• Task objective: This calls for a verbatim copy of all the data, with no images carried over.

• Data extract:

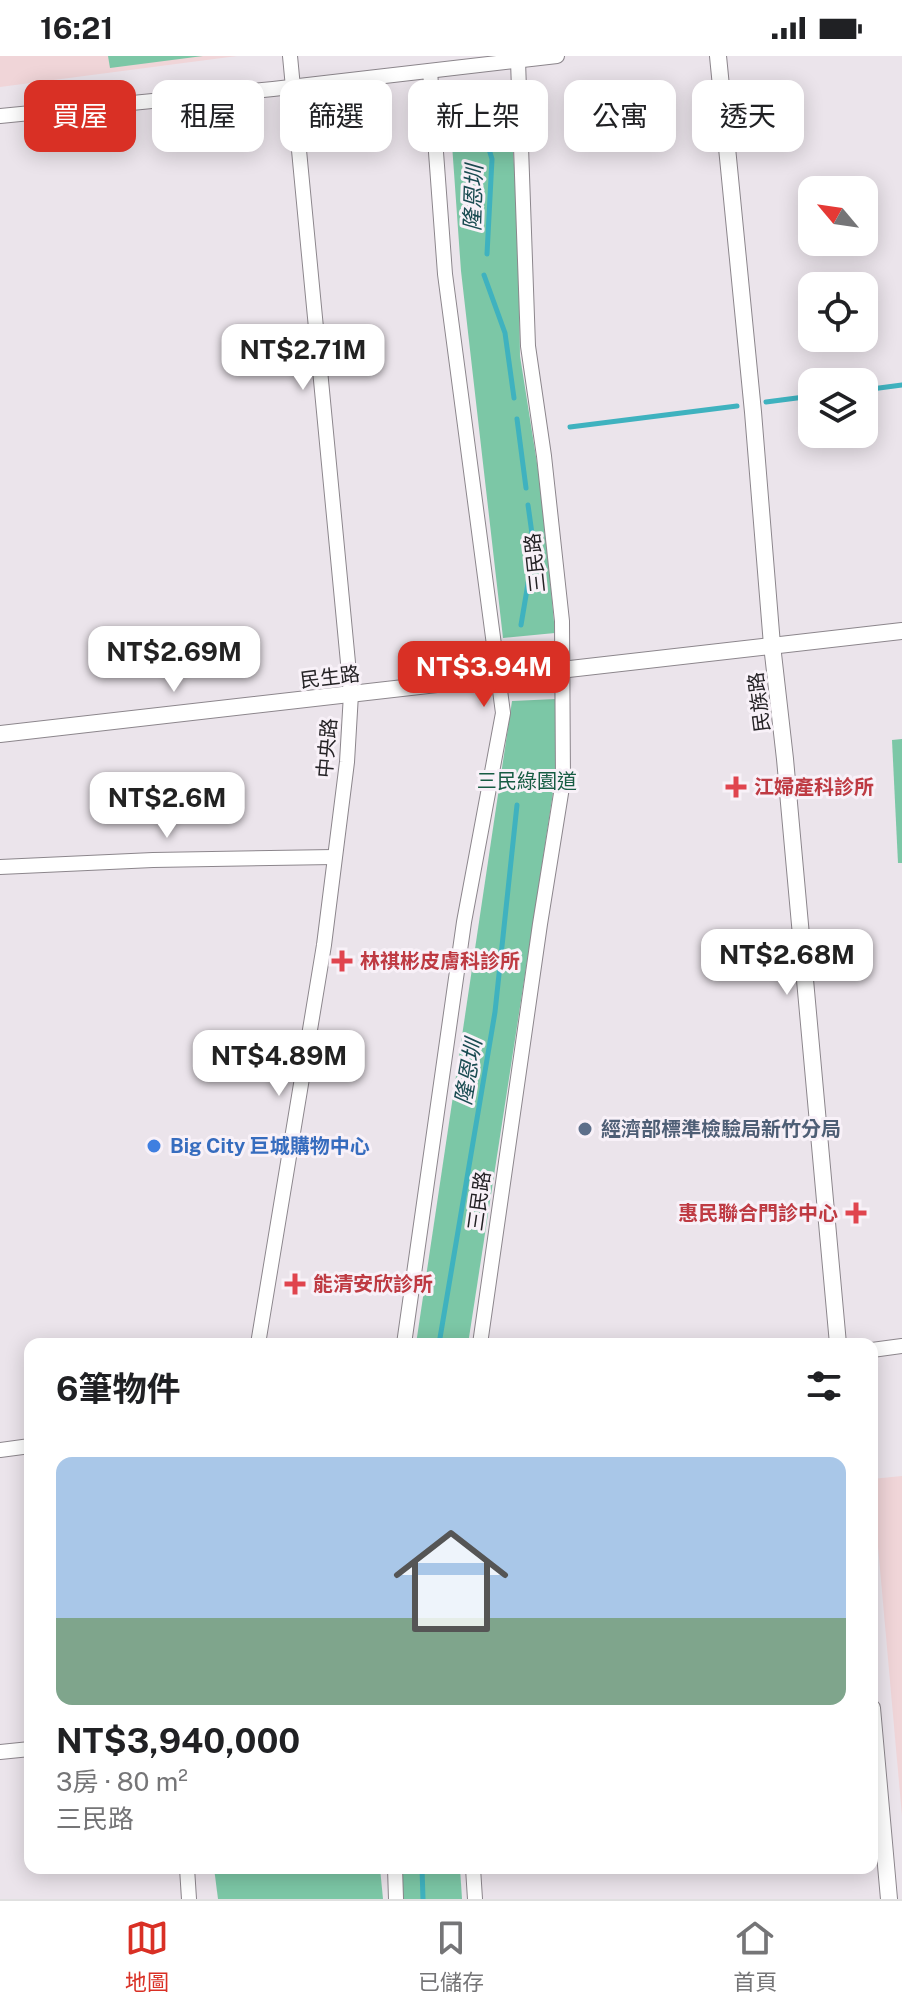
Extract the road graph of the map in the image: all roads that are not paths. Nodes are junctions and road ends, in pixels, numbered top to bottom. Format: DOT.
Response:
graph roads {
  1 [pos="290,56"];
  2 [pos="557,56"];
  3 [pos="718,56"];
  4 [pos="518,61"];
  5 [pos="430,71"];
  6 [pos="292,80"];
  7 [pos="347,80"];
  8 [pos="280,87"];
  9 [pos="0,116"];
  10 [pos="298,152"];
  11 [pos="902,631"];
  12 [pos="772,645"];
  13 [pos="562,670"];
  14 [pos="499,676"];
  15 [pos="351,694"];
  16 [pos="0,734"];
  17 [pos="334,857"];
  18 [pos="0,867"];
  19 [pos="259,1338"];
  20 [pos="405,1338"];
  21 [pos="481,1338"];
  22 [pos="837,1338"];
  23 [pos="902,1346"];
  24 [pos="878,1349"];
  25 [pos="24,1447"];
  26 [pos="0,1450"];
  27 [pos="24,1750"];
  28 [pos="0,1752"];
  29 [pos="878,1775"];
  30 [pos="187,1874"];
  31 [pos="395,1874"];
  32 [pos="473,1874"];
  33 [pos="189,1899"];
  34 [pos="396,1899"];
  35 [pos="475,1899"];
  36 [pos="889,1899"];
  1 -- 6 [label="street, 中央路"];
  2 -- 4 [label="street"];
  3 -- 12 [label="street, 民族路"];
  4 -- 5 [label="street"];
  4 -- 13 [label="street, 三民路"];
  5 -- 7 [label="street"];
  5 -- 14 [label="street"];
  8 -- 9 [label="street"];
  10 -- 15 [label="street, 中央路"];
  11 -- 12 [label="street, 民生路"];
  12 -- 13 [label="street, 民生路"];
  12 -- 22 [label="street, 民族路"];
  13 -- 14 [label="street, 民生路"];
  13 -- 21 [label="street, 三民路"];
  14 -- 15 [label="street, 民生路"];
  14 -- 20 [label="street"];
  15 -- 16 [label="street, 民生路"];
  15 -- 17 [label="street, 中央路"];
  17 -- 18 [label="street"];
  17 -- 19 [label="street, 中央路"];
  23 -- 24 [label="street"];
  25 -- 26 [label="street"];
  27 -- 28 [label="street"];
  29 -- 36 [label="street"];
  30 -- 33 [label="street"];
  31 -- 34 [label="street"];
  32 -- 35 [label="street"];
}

• Written solution:
Extract the road graph of the map in the image: all roads that are not paths. Nodes are junctions and road ends, in pixels, numbered top to bottom. Format: DOT.
Response:
graph roads {
  1 [pos="290,56"];
  2 [pos="557,56"];
  3 [pos="718,56"];
  4 [pos="518,61"];
  5 [pos="430,71"];
  6 [pos="292,80"];
  7 [pos="347,80"];
  8 [pos="280,87"];
  9 [pos="0,116"];
  10 [pos="298,152"];
  11 [pos="902,631"];
  12 [pos="772,645"];
  13 [pos="562,670"];
  14 [pos="499,676"];
  15 [pos="351,694"];
  16 [pos="0,734"];
  17 [pos="334,857"];
  18 [pos="0,867"];
  19 [pos="259,1338"];
  20 [pos="405,1338"];
  21 [pos="481,1338"];
  22 [pos="837,1338"];
  23 [pos="902,1346"];
  24 [pos="878,1349"];
  25 [pos="24,1447"];
  26 [pos="0,1450"];
  27 [pos="24,1750"];
  28 [pos="0,1752"];
  29 [pos="878,1775"];
  30 [pos="187,1874"];
  31 [pos="395,1874"];
  32 [pos="473,1874"];
  33 [pos="189,1899"];
  34 [pos="396,1899"];
  35 [pos="475,1899"];
  36 [pos="889,1899"];
  1 -- 6 [label="street, 中央路"];
  2 -- 4 [label="street"];
  3 -- 12 [label="street, 民族路"];
  4 -- 5 [label="street"];
  4 -- 13 [label="street, 三民路"];
  5 -- 7 [label="street"];
  5 -- 14 [label="street"];
  8 -- 9 [label="street"];
  10 -- 15 [label="street, 中央路"];
  11 -- 12 [label="street, 民生路"];
  12 -- 13 [label="street, 民生路"];
  12 -- 22 [label="street, 民族路"];
  13 -- 14 [label="street, 民生路"];
  13 -- 21 [label="street, 三民路"];
  14 -- 15 [label="street, 民生路"];
  14 -- 20 [label="street"];
  15 -- 16 [label="street, 民生路"];
  15 -- 17 [label="street, 中央路"];
  17 -- 18 [label="street"];
  17 -- 19 [label="street, 中央路"];
  23 -- 24 [label="street"];
  25 -- 26 [label="street"];
  27 -- 28 [label="street"];
  29 -- 36 [label="street"];
  30 -- 33 [label="street"];
  31 -- 34 [label="street"];
  32 -- 35 [label="street"];
}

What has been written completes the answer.